What needs to be done. Each line in the entries below that holds the word "NHIÊU" belongs in the answer.

Excerpted records.
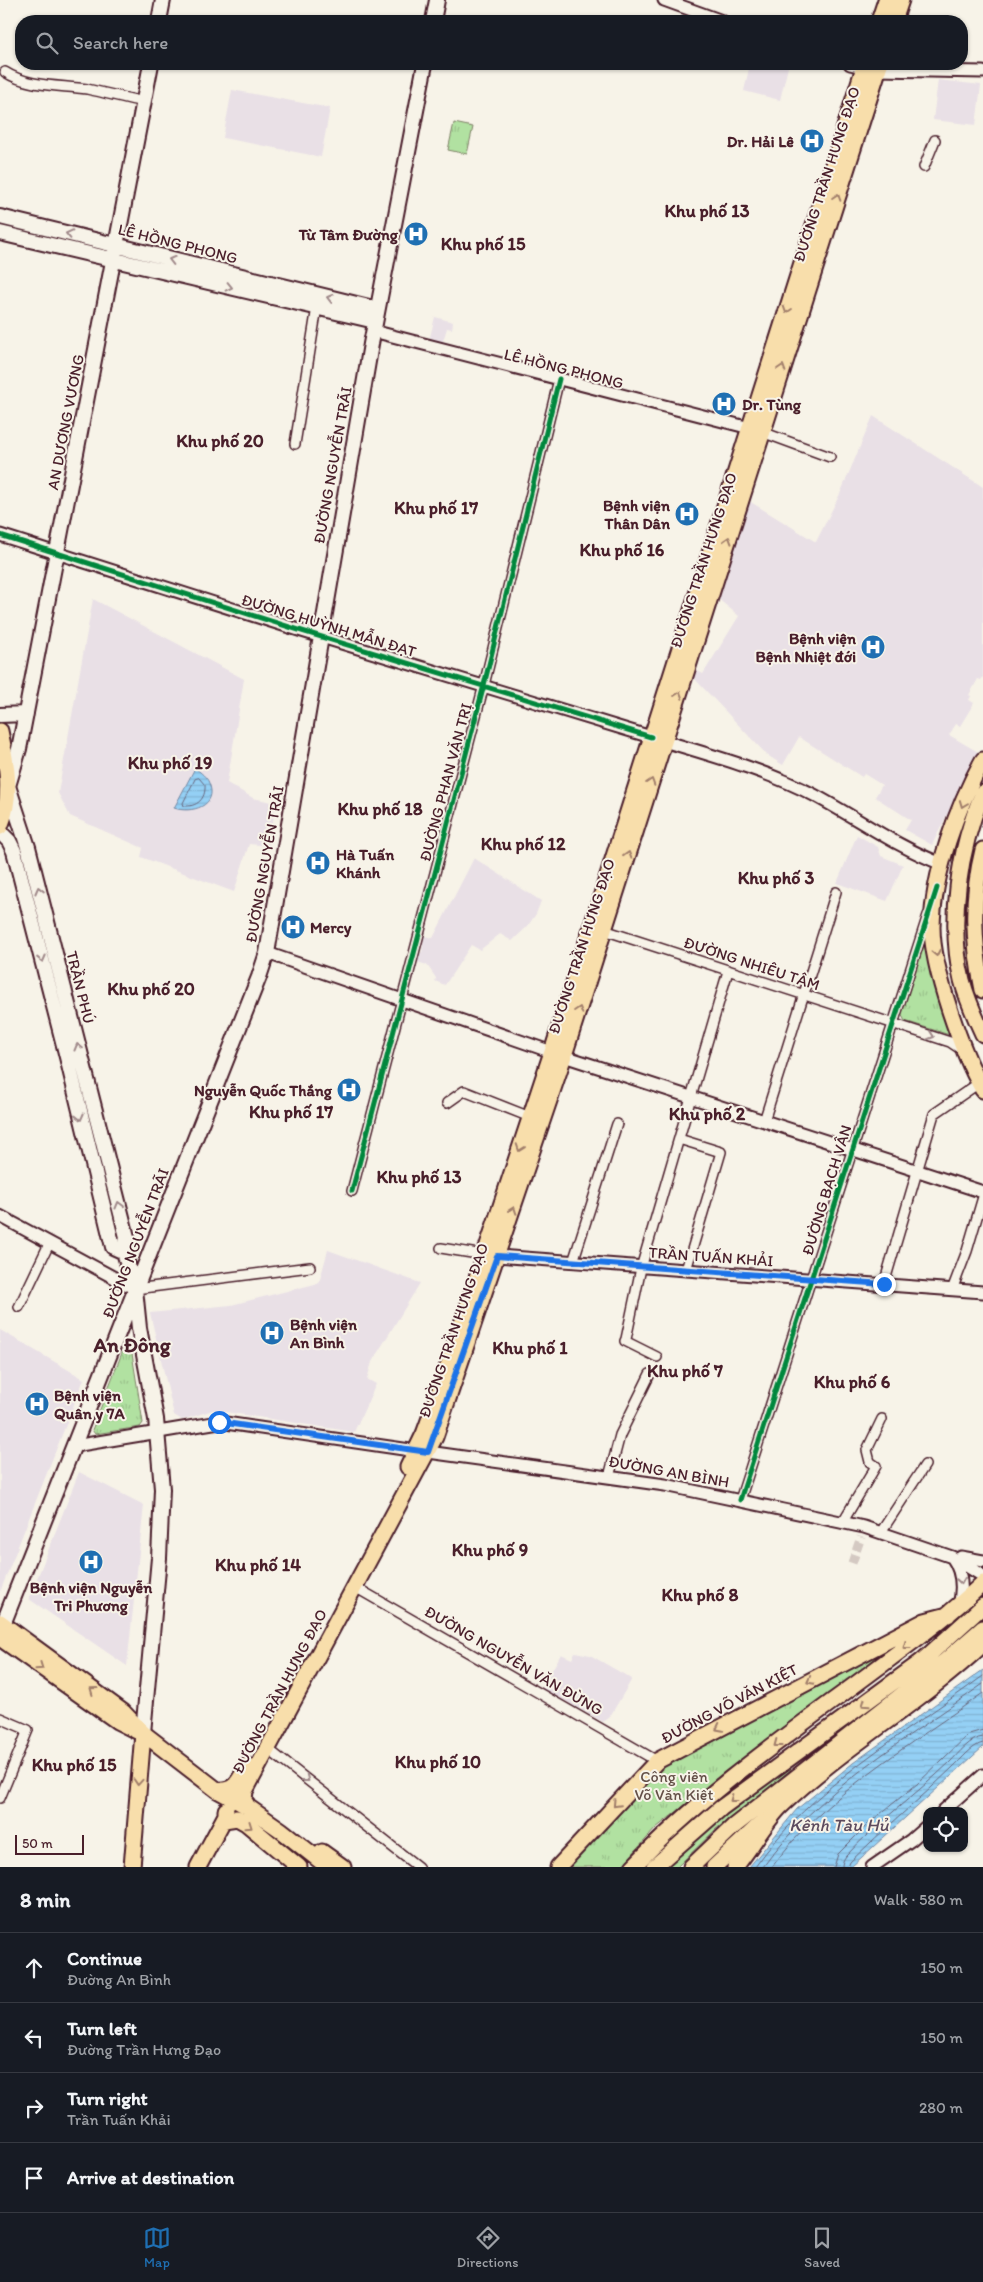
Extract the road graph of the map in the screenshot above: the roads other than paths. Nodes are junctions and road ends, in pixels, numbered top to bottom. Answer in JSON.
{"nodes":[{"id":1,"x":163,"y":0,"type":"edge"},
{"id":2,"x":437,"y":0,"type":"edge"},
{"id":3,"x":664,"y":0,"type":"edge"},
{"id":4,"x":886,"y":0,"type":"edge"},
{"id":5,"x":901,"y":0,"type":"edge"},
{"id":6,"x":160,"y":15,"type":"edge"},
{"id":7,"x":434,"y":15,"type":"edge"},
{"id":8,"x":705,"y":15,"type":"edge"},
{"id":9,"x":881,"y":15,"type":"edge"},
{"id":10,"x":896,"y":15,"type":"edge"},
{"id":11,"x":150,"y":70,"type":"edge"},
{"id":12,"x":424,"y":70,"type":"edge"},
{"id":13,"x":867,"y":70,"type":"edge"},
{"id":14,"x":945,"y":70,"type":"edge"},
{"id":15,"x":5,"y":72,"type":"dead end"},
{"id":16,"x":983,"y":72,"type":"edge"},
{"id":17,"x":144,"y":102,"type":"junction"},
{"id":18,"x":935,"y":140,"type":"dead end"},
{"id":19,"x":924,"y":167,"type":"dead end"},
{"id":20,"x":0,"y":217,"type":"edge"},
{"id":21,"x":0,"y":232,"type":"edge"},
{"id":22,"x":116,"y":246,"type":"junction"},
{"id":23,"x":113,"y":260,"type":"junction"},
{"id":24,"x":317,"y":307,"type":"junction"},
{"id":25,"x":375,"y":320,"type":"junction"},
{"id":26,"x":559,"y":379,"type":"junction"},
{"id":27,"x":756,"y":430,"type":"junction"},
{"id":28,"x":295,"y":444,"type":"dead end"},
{"id":29,"x":830,"y":457,"type":"dead end"},
{"id":30,"x":0,"y":535,"type":"edge"},
{"id":31,"x":57,"y":554,"type":"junction"},
{"id":32,"x":321,"y":637,"type":"junction"},
{"id":33,"x":484,"y":684,"type":"junction"},
{"id":34,"x":26,"y":714,"type":"junction"},
{"id":35,"x":0,"y":716,"type":"edge"},
{"id":36,"x":0,"y":731,"type":"edge"},
{"id":37,"x":658,"y":739,"type":"junction"},
{"id":38,"x":983,"y":760,"type":"edge"},
{"id":39,"x":4,"y":791,"type":"edge"},
{"id":40,"x":983,"y":794,"type":"edge"},
{"id":41,"x":0,"y":827,"type":"edge"},
{"id":42,"x":0,"y":832,"type":"edge"},
{"id":43,"x":983,"y":850,"type":"edge"},
{"id":44,"x":942,"y":864,"type":"junction"},
{"id":45,"x":961,"y":870,"type":"junction"},
{"id":46,"x":980,"y":873,"type":"edge"},
{"id":47,"x":937,"y":888,"type":"junction"},
{"id":48,"x":836,"y":892,"type":"dead end"},
{"id":49,"x":598,"y":928,"type":"junction"},
{"id":50,"x":267,"y":953,"type":"junction"},
{"id":51,"x":728,"y":971,"type":"junction"},
{"id":52,"x":983,"y":990,"type":"edge"},
{"id":53,"x":802,"y":995,"type":"junction"},
{"id":54,"x":401,"y":1000,"type":"junction"},
{"id":55,"x":63,"y":1017,"type":"junction"},
{"id":56,"x":892,"y":1023,"type":"junction"},
{"id":57,"x":983,"y":1034,"type":"edge"},
{"id":58,"x":558,"y":1054,"type":"junction"},
{"id":59,"x":967,"y":1056,"type":"junction"},
{"id":60,"x":981,"y":1086,"type":"edge"},
{"id":61,"x":691,"y":1097,"type":"junction"},
{"id":62,"x":447,"y":1103,"type":"dead end"},
{"id":63,"x":530,"y":1117,"type":"junction"},
{"id":64,"x":764,"y":1121,"type":"junction"},
{"id":65,"x":617,"y":1124,"type":"dead end"},
{"id":66,"x":679,"y":1139,"type":"junction"},
{"id":67,"x":852,"y":1150,"type":"junction"},
{"id":68,"x":918,"y":1171,"type":"junction"},
{"id":69,"x":352,"y":1191,"type":"dead end"},
{"id":70,"x":983,"y":1192,"type":"edge"},
{"id":71,"x":983,"y":1197,"type":"edge"},
{"id":72,"x":0,"y":1216,"type":"edge"},
{"id":73,"x":50,"y":1244,"type":"junction"},
{"id":74,"x":441,"y":1248,"type":"dead end"},
{"id":75,"x":491,"y":1256,"type":"junction"},
{"id":76,"x":573,"y":1262,"type":"junction"},
{"id":77,"x":310,"y":1267,"type":"dead end"},
{"id":78,"x":641,"y":1268,"type":"junction"},
{"id":79,"x":686,"y":1270,"type":"junction"},
{"id":80,"x":811,"y":1279,"type":"junction"},
{"id":81,"x":884,"y":1284,"type":"junction"},
{"id":82,"x":135,"y":1289,"type":"junction"},
{"id":83,"x":952,"y":1290,"type":"junction"},
{"id":84,"x":983,"y":1292,"type":"edge"},
{"id":85,"x":19,"y":1307,"type":"dead end"},
{"id":86,"x":658,"y":1357,"type":"dead end"},
{"id":87,"x":650,"y":1374,"type":"dead end"},
{"id":88,"x":882,"y":1419,"type":"dead end"},
{"id":89,"x":158,"y":1431,"type":"junction"},
{"id":90,"x":74,"y":1446,"type":"junction"},
{"id":91,"x":422,"y":1451,"type":"junction"},
{"id":92,"x":925,"y":1465,"type":"dead end"},
{"id":93,"x":609,"y":1477,"type":"junction"},
{"id":94,"x":740,"y":1500,"type":"junction"},
{"id":95,"x":842,"y":1523,"type":"junction"},
{"id":96,"x":881,"y":1532,"type":"junction"},
{"id":97,"x":952,"y":1557,"type":"junction"},
{"id":98,"x":983,"y":1561,"type":"edge"},
{"id":99,"x":983,"y":1576,"type":"edge"},
{"id":100,"x":983,"y":1583,"type":"edge"},
{"id":101,"x":351,"y":1585,"type":"junction"},
{"id":102,"x":983,"y":1606,"type":"edge"},
{"id":103,"x":954,"y":1610,"type":"junction"},
{"id":104,"x":983,"y":1628,"type":"edge"},
{"id":105,"x":1,"y":1629,"type":"edge"},
{"id":106,"x":983,"y":1644,"type":"edge"},
{"id":107,"x":0,"y":1718,"type":"edge"},
{"id":108,"x":852,"y":1732,"type":"junction"},
{"id":109,"x":143,"y":1733,"type":"junction"},
{"id":110,"x":268,"y":1749,"type":"junction"},
{"id":111,"x":657,"y":1761,"type":"junction"},
{"id":112,"x":822,"y":1770,"type":"junction"},
{"id":113,"x":983,"y":1775,"type":"edge"},
{"id":114,"x":218,"y":1790,"type":"junction"},
{"id":115,"x":0,"y":1798,"type":"edge"},
{"id":116,"x":248,"y":1807,"type":"junction"},
{"id":117,"x":947,"y":1807,"type":"edge"},
{"id":118,"x":780,"y":1808,"type":"junction"},
{"id":119,"x":224,"y":1820,"type":"junction"},
{"id":120,"x":923,"y":1830,"type":"edge"},
{"id":121,"x":283,"y":1840,"type":"junction"},
{"id":122,"x":132,"y":1867,"type":"edge"},
{"id":123,"x":198,"y":1867,"type":"edge"},
{"id":124,"x":299,"y":1867,"type":"edge"},
{"id":125,"x":312,"y":1867,"type":"edge"},
{"id":126,"x":328,"y":1867,"type":"edge"},
{"id":127,"x":343,"y":1867,"type":"edge"},
{"id":128,"x":418,"y":1867,"type":"edge"},
{"id":129,"x":558,"y":1867,"type":"edge"},
{"id":130,"x":633,"y":1867,"type":"edge"},
{"id":131,"x":654,"y":1867,"type":"edge"},
{"id":132,"x":691,"y":1867,"type":"edge"},
{"id":133,"x":714,"y":1867,"type":"edge"},
{"id":134,"x":735,"y":1867,"type":"edge"},
{"id":135,"x":872,"y":1867,"type":"edge"}],
"edges":[{"from":1,"to":6,"type":"main road"},
{"from":2,"to":7,"type":"main road"},
{"from":3,"to":8,"type":"street"},
{"from":4,"to":9,"type":"main road"},
{"from":5,"to":10,"type":"main road"},
{"from":11,"to":17,"type":"main road","name":"AN DƯƠNG VƯƠNG"},
{"from":12,"to":25,"type":"main road","name":"ĐƯỜNG NGUYỄN TRÃI"},
{"from":13,"to":27,"type":"main road","name":"ĐƯỜNG TRẦN HƯNG ĐẠO"},
{"from":14,"to":16,"type":"street"},
{"from":15,"to":17,"type":"street"},
{"from":17,"to":22,"type":"main road","name":"AN DƯƠNG VƯƠNG"},
{"from":18,"to":19,"type":"street"},
{"from":22,"to":20,"type":"main road","name":"LÊ HỒNG PHONG","one_way":true},
{"from":21,"to":23,"type":"main road","name":"LÊ HỒNG PHONG"},
{"from":22,"to":23,"type":"main road","name":"AN DƯƠNG VƯƠNG"},
{"from":25,"to":22,"type":"main road","name":"LÊ HỒNG PHONG","one_way":true},
{"from":23,"to":24,"type":"main road","name":"LÊ HỒNG PHONG","one_way":true},
{"from":23,"to":31,"type":"main road","name":"AN DƯƠNG VƯƠNG"},
{"from":24,"to":25,"type":"main road","name":"LÊ HỒNG PHONG"},
{"from":24,"to":28,"type":"street"},
{"from":25,"to":26,"type":"street","name":"LÊ HỒNG PHONG"},
{"from":25,"to":32,"type":"main road","name":"ĐƯỜNG NGUYỄN TRÃI"},
{"from":26,"to":27,"type":"street","name":"LÊ HỒNG PHONG"},
{"from":26,"to":33,"type":"street","name":"ĐƯỜNG PHAN VĂN TRỊ"},
{"from":27,"to":29,"type":"street"},
{"from":27,"to":37,"type":"main road","name":"ĐƯỜNG TRẦN HƯNG ĐẠO"},
{"from":30,"to":31,"type":"street","name":"ĐƯỜNG HUỲNH MẪN ĐẠT"},
{"from":31,"to":32,"type":"street","name":"ĐƯỜNG HUỲNH MẪN ĐẠT"},
{"from":31,"to":34,"type":"main road","name":"AN DƯƠNG VƯƠNG"},
{"from":32,"to":33,"type":"street","name":"ĐƯỜNG HUỲNH MẪN ĐẠT"},
{"from":32,"to":50,"type":"main road","name":"ĐƯỜNG NGUYỄN TRÃI"},
{"from":33,"to":37,"type":"street","name":"ĐƯỜNG HUỲNH MẪN ĐẠT"},
{"from":33,"to":54,"type":"street","name":"ĐƯỜNG PHAN VĂN TRỊ"},
{"from":34,"to":35,"type":"main road"},
{"from":34,"to":39,"type":"main road","name":"AN DƯƠNG VƯƠNG"},
{"from":36,"to":39,"type":"main road","name":"TRẦN PHÚ"},
{"from":37,"to":44,"type":"street","name":"ĐƯỜNG HUỲNH MẪN ĐẠT"},
{"from":37,"to":49,"type":"main road","name":"ĐƯỜNG TRẦN HƯNG ĐẠO"},
{"from":38,"to":44,"type":"main road","one_way":true},
{"from":39,"to":41,"type":"main road","name":"AN DƯƠNG VƯƠNG"},
{"from":55,"to":39,"type":"main road","name":"TRẦN PHÚ","one_way":true},
{"from":40,"to":45,"type":"main road"},
{"from":42,"to":55,"type":"main road","name":"TRẦN PHÚ","one_way":true},
{"from":43,"to":46,"type":"main road"},
{"from":44,"to":45,"type":"main road"},
{"from":44,"to":47,"type":"main road"},
{"from":45,"to":46,"type":"main road"},
{"from":45,"to":57,"type":"main road"},
{"from":46,"to":52,"type":"main road"},
{"from":47,"to":56,"type":"street","name":"ĐƯỜNG BẠCH VÂN"},
{"from":47,"to":59,"type":"main road","one_way":true},
{"from":48,"to":53,"type":"street"},
{"from":49,"to":51,"type":"street","name":"ĐƯỜNG NHIÊU TÂM"},
{"from":49,"to":58,"type":"main road","name":"ĐƯỜNG TRẦN HƯNG ĐẠO"},
{"from":50,"to":54,"type":"street"},
{"from":50,"to":82,"type":"main road","name":"ĐƯỜNG NGUYỄN TRÃI"},
{"from":51,"to":53,"type":"street","name":"ĐƯỜNG NHIÊU TÂM"},
{"from":51,"to":61,"type":"street"},
{"from":53,"to":56,"type":"street","name":"ĐƯỜNG NHIÊU TÂM"},
{"from":53,"to":64,"type":"street"},
{"from":54,"to":58,"type":"street"},
{"from":54,"to":69,"type":"street","name":"ĐƯỜNG PHAN VĂN TRỊ"},
{"from":55,"to":82,"type":"main road","name":"TRẦN PHÚ"},
{"from":56,"to":59,"type":"street","name":"ĐƯỜNG NHIÊU TÂM","one_way":true},
{"from":56,"to":67,"type":"street","name":"ĐƯỜNG BẠCH VÂN"},
{"from":58,"to":61,"type":"street"},
{"from":58,"to":63,"type":"main road","name":"ĐƯỜNG TRẦN HƯNG ĐẠO"},
{"from":75,"to":58,"type":"main road","name":"ĐƯỜNG TRẦN HƯNG ĐẠO","one_way":true},
{"from":59,"to":60,"type":"main road"},
{"from":60,"to":68,"type":"street"},
{"from":61,"to":64,"type":"street"},
{"from":61,"to":66,"type":"street"},
{"from":62,"to":63,"type":"street"},
{"from":63,"to":75,"type":"main road","name":"ĐƯỜNG TRẦN HƯNG ĐẠO","one_way":true},
{"from":64,"to":67,"type":"street"},
{"from":65,"to":76,"type":"street"},
{"from":66,"to":78,"type":"street"},
{"from":66,"to":79,"type":"street"},
{"from":67,"to":68,"type":"street"},
{"from":67,"to":80,"type":"street","name":"ĐƯỜNG BẠCH VÂN"},
{"from":68,"to":70,"type":"street"},
{"from":68,"to":81,"type":"street"},
{"from":71,"to":83,"type":"street"},
{"from":72,"to":73,"type":"street"},
{"from":73,"to":82,"type":"street"},
{"from":73,"to":85,"type":"street"},
{"from":74,"to":75,"type":"street"},
{"from":75,"to":76,"type":"street","name":"TRẦN TUẤN KHẢI"},
{"from":75,"to":91,"type":"main road","name":"ĐƯỜNG TRẦN HƯNG ĐẠO"},
{"from":76,"to":78,"type":"street","name":"TRẦN TUẤN KHẢI"},
{"from":77,"to":82,"type":"street"},
{"from":78,"to":79,"type":"street","name":"TRẦN TUẤN KHẢI"},
{"from":78,"to":86,"type":"street"},
{"from":79,"to":80,"type":"street","name":"TRẦN TUẤN KHẢI"},
{"from":80,"to":81,"type":"street","name":"TRẦN TUẤN KHẢI"},
{"from":80,"to":94,"type":"street","name":"ĐƯỜNG BẠCH VÂN"},
{"from":81,"to":83,"type":"street","name":"TRẦN TUẤN KHẢI"},
{"from":82,"to":89,"type":"main road"},
{"from":82,"to":90,"type":"main road","name":"ĐƯỜNG NGUYỄN TRÃI"},
{"from":83,"to":84,"type":"street","name":"TRẦN TUẤN KHẢI"},
{"from":87,"to":93,"type":"street"},
{"from":88,"to":95,"type":"street"},
{"from":89,"to":90,"type":"street","name":"ĐƯỜNG AN BÌNH"},
{"from":89,"to":91,"type":"street","name":"ĐƯỜNG AN BÌNH"},
{"from":89,"to":109,"type":"main road"},
{"from":90,"to":105,"type":"main road","name":"ĐƯỜNG NGUYỄN TRÃI"},
{"from":91,"to":93,"type":"street","name":"ĐƯỜNG AN BÌNH"},
{"from":91,"to":101,"type":"main road","name":"ĐƯỜNG TRẦN HƯNG ĐẠO"},
{"from":92,"to":96,"type":"street"},
{"from":93,"to":94,"type":"street","name":"ĐƯỜNG AN BÌNH"},
{"from":94,"to":95,"type":"street","name":"ĐƯỜNG AN BÌNH"},
{"from":95,"to":96,"type":"street","name":"ĐƯỜNG AN BÌNH"},
{"from":96,"to":97,"type":"street","name":"ĐƯỜNG AN BÌNH"},
{"from":97,"to":98,"type":"street"},
{"from":97,"to":99,"type":"street","name":"ĐƯỜNG AN BÌNH"},
{"from":97,"to":103,"type":"street","one_way":true},
{"from":100,"to":103,"type":"main road","name":"ĐƯỜNG VÕ VĂN KIỆT"},
{"from":101,"to":110,"type":"main road","name":"ĐƯỜNG TRẦN HƯNG ĐẠO"},
{"from":101,"to":111,"type":"street","name":"ĐƯỜNG NGUYỄN VĂN ĐỪNG"},
{"from":101,"to":114,"type":"main road","name":"ĐƯỜNG TRẦN HƯNG ĐẠO"},
{"from":102,"to":131,"type":"main road","one_way":true},
{"from":103,"to":111,"type":"main road","name":"ĐƯỜNG VÕ VĂN KIỆT","one_way":true},
{"from":103,"to":130,"type":"main road","name":"ĐƯỜNG VÕ VĂN KIỆT","one_way":true},
{"from":104,"to":108,"type":"main road"},
{"from":105,"to":109,"type":"main road"},
{"from":106,"to":112,"type":"main road"},
{"from":107,"to":115,"type":"street"},
{"from":108,"to":112,"type":"main road"},
{"from":108,"to":132,"type":"main road"},
{"from":109,"to":114,"type":"main road"},
{"from":109,"to":122,"type":"main road","one_way":true},
{"from":110,"to":116,"type":"main road","name":"ĐƯỜNG TRẦN HƯNG ĐẠO"},
{"from":110,"to":128,"type":"street","one_way":true},
{"from":111,"to":129,"type":"main road","name":"ĐƯỜNG VÕ VĂN KIỆT","one_way":true},
{"from":112,"to":118,"type":"main road"},
{"from":113,"to":117,"type":"street"},
{"from":114,"to":116,"type":"main road"},
{"from":114,"to":119,"type":"main road"},
{"from":116,"to":121,"type":"main road"},
{"from":118,"to":133,"type":"main road"},
{"from":118,"to":134,"type":"main road"},
{"from":119,"to":121,"type":"main road","one_way":true},
{"from":119,"to":123,"type":"main road"},
{"from":120,"to":135,"type":"street"},
{"from":121,"to":124,"type":"main road"},
{"from":121,"to":125,"type":"main road"},
{"from":121,"to":126,"type":"main road"},
{"from":121,"to":127,"type":"main road"}]}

Solution below.
{"from":49,"to":51,"type":"street","name":"ĐƯỜNG NHIÊU TÂM"},
{"from":51,"to":53,"type":"street","name":"ĐƯỜNG NHIÊU TÂM"},
{"from":53,"to":56,"type":"street","name":"ĐƯỜNG NHIÊU TÂM"},
{"from":56,"to":59,"type":"street","name":"ĐƯỜNG NHIÊU TÂM","one_way":true},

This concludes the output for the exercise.